Dataset items →
+++++
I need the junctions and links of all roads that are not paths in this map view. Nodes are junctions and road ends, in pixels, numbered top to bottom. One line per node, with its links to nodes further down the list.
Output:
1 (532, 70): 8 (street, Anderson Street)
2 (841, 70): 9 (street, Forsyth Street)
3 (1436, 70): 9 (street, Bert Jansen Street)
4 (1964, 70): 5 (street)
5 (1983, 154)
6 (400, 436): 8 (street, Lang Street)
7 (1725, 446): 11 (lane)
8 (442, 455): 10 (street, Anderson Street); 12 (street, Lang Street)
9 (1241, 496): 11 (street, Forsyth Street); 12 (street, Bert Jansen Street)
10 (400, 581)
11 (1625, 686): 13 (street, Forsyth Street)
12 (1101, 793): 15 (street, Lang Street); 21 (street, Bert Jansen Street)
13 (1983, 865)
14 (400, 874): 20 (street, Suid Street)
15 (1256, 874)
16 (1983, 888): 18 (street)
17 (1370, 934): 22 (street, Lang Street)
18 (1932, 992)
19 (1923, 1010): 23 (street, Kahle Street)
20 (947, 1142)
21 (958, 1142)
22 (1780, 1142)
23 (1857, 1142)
+++++
WORK INSTRUCTION →
Reproduce each entry precisely, so that nothing differs from the original.

SOLUTION TO THIS TASK →
I need the junctions and links of all roads that are not paths in this map view. Nodes are junctions and road ends, in pixels, numbered top to bottom. One line per node, with its links to nodes further down the list.
Output:
1 (532, 70): 8 (street, Anderson Street)
2 (841, 70): 9 (street, Forsyth Street)
3 (1436, 70): 9 (street, Bert Jansen Street)
4 (1964, 70): 5 (street)
5 (1983, 154)
6 (400, 436): 8 (street, Lang Street)
7 (1725, 446): 11 (lane)
8 (442, 455): 10 (street, Anderson Street); 12 (street, Lang Street)
9 (1241, 496): 11 (street, Forsyth Street); 12 (street, Bert Jansen Street)
10 (400, 581)
11 (1625, 686): 13 (street, Forsyth Street)
12 (1101, 793): 15 (street, Lang Street); 21 (street, Bert Jansen Street)
13 (1983, 865)
14 (400, 874): 20 (street, Suid Street)
15 (1256, 874)
16 (1983, 888): 18 (street)
17 (1370, 934): 22 (street, Lang Street)
18 (1932, 992)
19 (1923, 1010): 23 (street, Kahle Street)
20 (947, 1142)
21 (958, 1142)
22 (1780, 1142)
23 (1857, 1142)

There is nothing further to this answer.